Thursday, March 31, 2016

Genealogical Journey: Cousin Bill

The voice on the other end of the line had a heavy New York accent.  He said he was my cousin from New Jersey.  Bill became my genealogy partner in crime readily sharing photos, notes and eagerly listening to my findings.  ( Our first phone call lasted over an hour.)  He was so pumped up that he traveled to Ireland to try to find ancestors beyond our second great-grandparents.  That was another reason why I must pursue the O'Sullivan lore; I could not find ancestors beyond my second great-grandparents.  If I could find out how and if we were related to Timothy O'Sullivan, I might be able to use that information to bread through my brick wall. 

We discussed the possibility of our relationship to Timothy O'Sullivan.  He said he had heard that we were related to him but didn't know how.  Not the answer I was hoping for, but at least another branch of the family had heard that story too.  No O'Sullivan photos were found among Bill's family's things.  He said that our surname was originally O'Sullivan.  The "O" was dropped somewhere along the line and the past three generations go by Sullivan.  My dad and aunt told me this as well.  This was the beginning of hearing the same story from different family members who had never met.  I got a good feeling about that.  Bill told me many stories that provided me with research leads to both the dead and the living.  I never would have been able to find what I found about him.  I am eternally grateful. 

For starters, he told me where our great-grandparents are buried in St. Peter's Cemetery on Staten Island.  I had called the cemetery prior, but they could not tell me where the plot was located.  It turned out to be a family plot containing our great-grandparents, Bill's parents, his aunt, cousin and our Great-aunt Margaret, Great-uncle Jim's and my grandmother's younger sister.  Bill's dad used some of Great-aunt Margaret's willed money to redo the headstone and put the plot in perpetual care when she died in 1979.  Other family members used the money for more important long-gone things such as furniture, riding lawn mowers and motorcycles.  I was glad Bill's dad wasn't interested in those things. 

Bill's dad was named James after his dad, my Great-uncle, the newspaper photographer.  He was the second oldest of my great-uncle's five children.  He worked as a pipe fitter, joined the Navy and retired as a mailman.  Again, only men worked those jobs back then.  He lived well into his late eighties probably because he walked delivering mail on Staten Island for decades.  I believed that Bill's dad instilled in him the interest in family history.  He left Bill some family history notes that Bill tried to read to me over the phone.  Thought we weren't able to get any further up the family tree, we filled in a lot of branches of current generations using those notes.  Those cryptic notes still let me know if I am on the right track when researching.  They were also the gateway leading me to more living relatives on other branches of the family tree. 
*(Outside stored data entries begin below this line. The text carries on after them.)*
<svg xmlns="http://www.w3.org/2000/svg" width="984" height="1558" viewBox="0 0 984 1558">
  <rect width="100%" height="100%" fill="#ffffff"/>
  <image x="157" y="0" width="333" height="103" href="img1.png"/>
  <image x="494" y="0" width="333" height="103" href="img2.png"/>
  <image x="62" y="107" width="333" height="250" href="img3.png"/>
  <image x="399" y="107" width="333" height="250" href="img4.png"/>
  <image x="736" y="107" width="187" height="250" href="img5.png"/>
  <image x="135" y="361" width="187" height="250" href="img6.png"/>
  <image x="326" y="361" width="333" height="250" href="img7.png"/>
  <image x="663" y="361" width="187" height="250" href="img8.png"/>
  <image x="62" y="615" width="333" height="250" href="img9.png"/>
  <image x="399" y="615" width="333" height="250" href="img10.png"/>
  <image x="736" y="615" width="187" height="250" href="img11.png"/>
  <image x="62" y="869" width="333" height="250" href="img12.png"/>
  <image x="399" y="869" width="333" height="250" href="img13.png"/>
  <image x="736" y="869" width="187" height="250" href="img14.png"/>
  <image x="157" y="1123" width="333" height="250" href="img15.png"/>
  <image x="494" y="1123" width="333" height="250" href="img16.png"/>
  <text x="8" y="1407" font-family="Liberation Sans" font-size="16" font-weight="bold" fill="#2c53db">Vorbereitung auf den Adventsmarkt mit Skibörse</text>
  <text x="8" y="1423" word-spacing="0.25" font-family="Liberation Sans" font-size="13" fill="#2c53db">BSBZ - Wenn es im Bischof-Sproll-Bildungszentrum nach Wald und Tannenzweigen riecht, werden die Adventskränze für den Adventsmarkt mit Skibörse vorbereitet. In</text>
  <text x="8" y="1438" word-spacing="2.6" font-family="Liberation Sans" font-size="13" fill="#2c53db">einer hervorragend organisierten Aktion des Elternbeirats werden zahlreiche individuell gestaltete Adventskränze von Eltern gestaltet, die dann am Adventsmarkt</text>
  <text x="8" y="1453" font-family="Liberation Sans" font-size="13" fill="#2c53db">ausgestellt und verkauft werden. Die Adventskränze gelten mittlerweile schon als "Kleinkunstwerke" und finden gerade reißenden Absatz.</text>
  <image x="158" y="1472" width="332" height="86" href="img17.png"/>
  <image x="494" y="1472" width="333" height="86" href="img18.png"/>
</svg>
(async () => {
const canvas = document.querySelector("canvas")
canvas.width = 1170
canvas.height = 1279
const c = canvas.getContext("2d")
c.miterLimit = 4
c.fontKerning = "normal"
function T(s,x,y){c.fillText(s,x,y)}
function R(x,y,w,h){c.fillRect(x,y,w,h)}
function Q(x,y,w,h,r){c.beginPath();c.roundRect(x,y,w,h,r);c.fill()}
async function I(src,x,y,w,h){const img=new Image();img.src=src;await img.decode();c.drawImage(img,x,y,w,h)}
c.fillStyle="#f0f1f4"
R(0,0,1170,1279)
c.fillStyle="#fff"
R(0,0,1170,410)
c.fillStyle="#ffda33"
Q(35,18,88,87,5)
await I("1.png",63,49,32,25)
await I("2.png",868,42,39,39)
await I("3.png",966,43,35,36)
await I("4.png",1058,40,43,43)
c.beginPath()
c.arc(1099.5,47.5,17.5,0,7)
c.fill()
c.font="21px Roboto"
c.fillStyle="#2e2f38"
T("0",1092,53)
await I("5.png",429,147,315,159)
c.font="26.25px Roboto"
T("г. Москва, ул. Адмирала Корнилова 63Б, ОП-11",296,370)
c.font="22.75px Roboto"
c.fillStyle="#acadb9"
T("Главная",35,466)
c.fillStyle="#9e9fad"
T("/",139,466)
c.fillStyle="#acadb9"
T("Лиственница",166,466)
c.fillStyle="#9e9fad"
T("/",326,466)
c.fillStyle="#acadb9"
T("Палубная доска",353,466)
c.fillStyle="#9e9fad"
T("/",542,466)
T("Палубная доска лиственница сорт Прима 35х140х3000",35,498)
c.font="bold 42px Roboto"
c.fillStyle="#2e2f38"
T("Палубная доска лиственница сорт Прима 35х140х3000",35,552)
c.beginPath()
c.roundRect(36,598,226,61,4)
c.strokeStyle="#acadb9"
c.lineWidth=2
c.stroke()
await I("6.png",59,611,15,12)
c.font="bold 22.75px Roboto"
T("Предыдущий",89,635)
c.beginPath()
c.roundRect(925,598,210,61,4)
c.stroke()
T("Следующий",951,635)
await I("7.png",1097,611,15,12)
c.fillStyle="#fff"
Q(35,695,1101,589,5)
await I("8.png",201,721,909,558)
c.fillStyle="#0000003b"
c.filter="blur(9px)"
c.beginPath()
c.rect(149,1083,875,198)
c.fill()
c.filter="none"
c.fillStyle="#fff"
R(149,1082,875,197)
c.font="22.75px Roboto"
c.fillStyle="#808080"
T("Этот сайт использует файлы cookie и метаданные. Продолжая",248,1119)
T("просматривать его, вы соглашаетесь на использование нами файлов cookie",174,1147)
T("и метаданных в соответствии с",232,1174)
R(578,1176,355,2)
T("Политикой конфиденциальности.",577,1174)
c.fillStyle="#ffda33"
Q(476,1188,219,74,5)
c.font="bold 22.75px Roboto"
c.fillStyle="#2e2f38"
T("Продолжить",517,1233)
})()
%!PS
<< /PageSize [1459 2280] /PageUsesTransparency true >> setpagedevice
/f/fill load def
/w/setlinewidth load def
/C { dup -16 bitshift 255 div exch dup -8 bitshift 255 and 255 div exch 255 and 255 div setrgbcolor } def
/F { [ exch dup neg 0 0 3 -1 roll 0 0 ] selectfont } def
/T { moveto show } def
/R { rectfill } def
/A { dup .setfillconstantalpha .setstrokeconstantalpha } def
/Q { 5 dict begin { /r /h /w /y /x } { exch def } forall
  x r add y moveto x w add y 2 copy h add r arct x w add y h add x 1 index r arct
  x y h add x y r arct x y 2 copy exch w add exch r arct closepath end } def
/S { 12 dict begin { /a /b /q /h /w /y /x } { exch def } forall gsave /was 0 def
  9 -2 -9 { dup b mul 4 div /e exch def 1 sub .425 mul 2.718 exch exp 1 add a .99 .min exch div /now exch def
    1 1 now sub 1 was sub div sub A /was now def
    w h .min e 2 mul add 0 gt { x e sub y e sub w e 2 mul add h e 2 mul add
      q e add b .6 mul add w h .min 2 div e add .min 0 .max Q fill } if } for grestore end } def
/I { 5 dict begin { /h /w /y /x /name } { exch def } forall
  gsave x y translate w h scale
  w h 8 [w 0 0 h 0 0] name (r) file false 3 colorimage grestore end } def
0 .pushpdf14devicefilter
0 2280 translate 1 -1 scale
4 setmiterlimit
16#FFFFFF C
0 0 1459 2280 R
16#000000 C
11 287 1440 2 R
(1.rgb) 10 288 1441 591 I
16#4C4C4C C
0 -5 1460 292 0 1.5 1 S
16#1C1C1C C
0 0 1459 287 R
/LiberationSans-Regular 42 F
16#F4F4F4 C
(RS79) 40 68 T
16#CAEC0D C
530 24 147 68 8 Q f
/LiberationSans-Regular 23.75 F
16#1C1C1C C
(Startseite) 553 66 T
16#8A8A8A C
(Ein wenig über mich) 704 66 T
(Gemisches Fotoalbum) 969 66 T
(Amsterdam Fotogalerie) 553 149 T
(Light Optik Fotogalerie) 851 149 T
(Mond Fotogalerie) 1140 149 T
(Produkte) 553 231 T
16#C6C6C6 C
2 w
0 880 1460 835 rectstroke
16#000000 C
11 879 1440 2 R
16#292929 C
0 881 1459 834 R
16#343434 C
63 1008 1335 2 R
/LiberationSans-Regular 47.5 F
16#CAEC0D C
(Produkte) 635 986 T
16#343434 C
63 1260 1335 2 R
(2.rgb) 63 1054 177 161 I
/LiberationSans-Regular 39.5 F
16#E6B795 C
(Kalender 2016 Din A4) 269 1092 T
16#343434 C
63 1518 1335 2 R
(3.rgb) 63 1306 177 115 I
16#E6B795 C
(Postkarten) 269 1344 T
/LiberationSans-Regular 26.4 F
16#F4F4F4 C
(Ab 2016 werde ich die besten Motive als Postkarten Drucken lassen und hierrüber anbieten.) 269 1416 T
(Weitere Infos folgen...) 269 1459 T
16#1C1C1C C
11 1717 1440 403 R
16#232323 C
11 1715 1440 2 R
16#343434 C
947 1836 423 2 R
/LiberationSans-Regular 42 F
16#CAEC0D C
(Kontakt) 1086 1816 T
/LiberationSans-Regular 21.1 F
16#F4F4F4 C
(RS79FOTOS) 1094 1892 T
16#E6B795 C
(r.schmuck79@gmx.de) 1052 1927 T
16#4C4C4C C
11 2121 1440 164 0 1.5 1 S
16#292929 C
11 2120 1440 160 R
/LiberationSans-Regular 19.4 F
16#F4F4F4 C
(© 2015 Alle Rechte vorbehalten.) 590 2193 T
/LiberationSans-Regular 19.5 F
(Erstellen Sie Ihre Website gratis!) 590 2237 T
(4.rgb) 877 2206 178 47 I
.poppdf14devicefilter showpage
Bill was named after his Uncle Bill, his father's brother.  Bill has a brother named James who has a daughter named Michele, my name spelled the same way with one "L".  Bill and my dad share the same first name.  They both married women of Italian descent.  They both have sons named Tim.  Hmm...there was a clue.  Tim.  My brother was named Tim after a great-grand-uncle, according to my dad.  Why did Bill name his son Tim?  He and his wife simply liked the name.  The Tim count is at three so far:  Great-grand-uncle, brother, and second cousin's son.  Were we mixing up Timothy O'Sullivan with the confirmed Great-grand-uncle Timothy Sullivan on the family tree?  At this point, it would seem so. 

Surprised that I had never been to Staten Island, Bill encouraged me to visit.  He offered to show me around where my grandmother grew up.  She died three weeks before I was born.  Having had a close, loving relationship with my maternal grandmother, I felt gypped by her death.  That was another reason why I wanted to learn more about her side of the family.  My Grandmother Mary Sullivan married my Grandfather William Lagoy in Lake Placid, New York where they met.  In the summer, she took the train upstate where she found work as a stenographer for artists and writers.  The story goes, while walking down the street in Lake Placid, she broke the heel on her shoe and my grandfather fixed it.  They were married shortly thereafter.  When a couple hails from opposite ends of New York State, they settle mid-state in Montgomery County.  At least my paternal grandparents did.  New York State is big.  The Staten Island Ferry docks in Manhattan, not Montgomery County where I grew up.  As a result, I had never been to Staten Island.  The stories kept pouring out of my second cousin.  I'll bet not many people say this about visiting New York City, but I could not wait to go to Staten Island.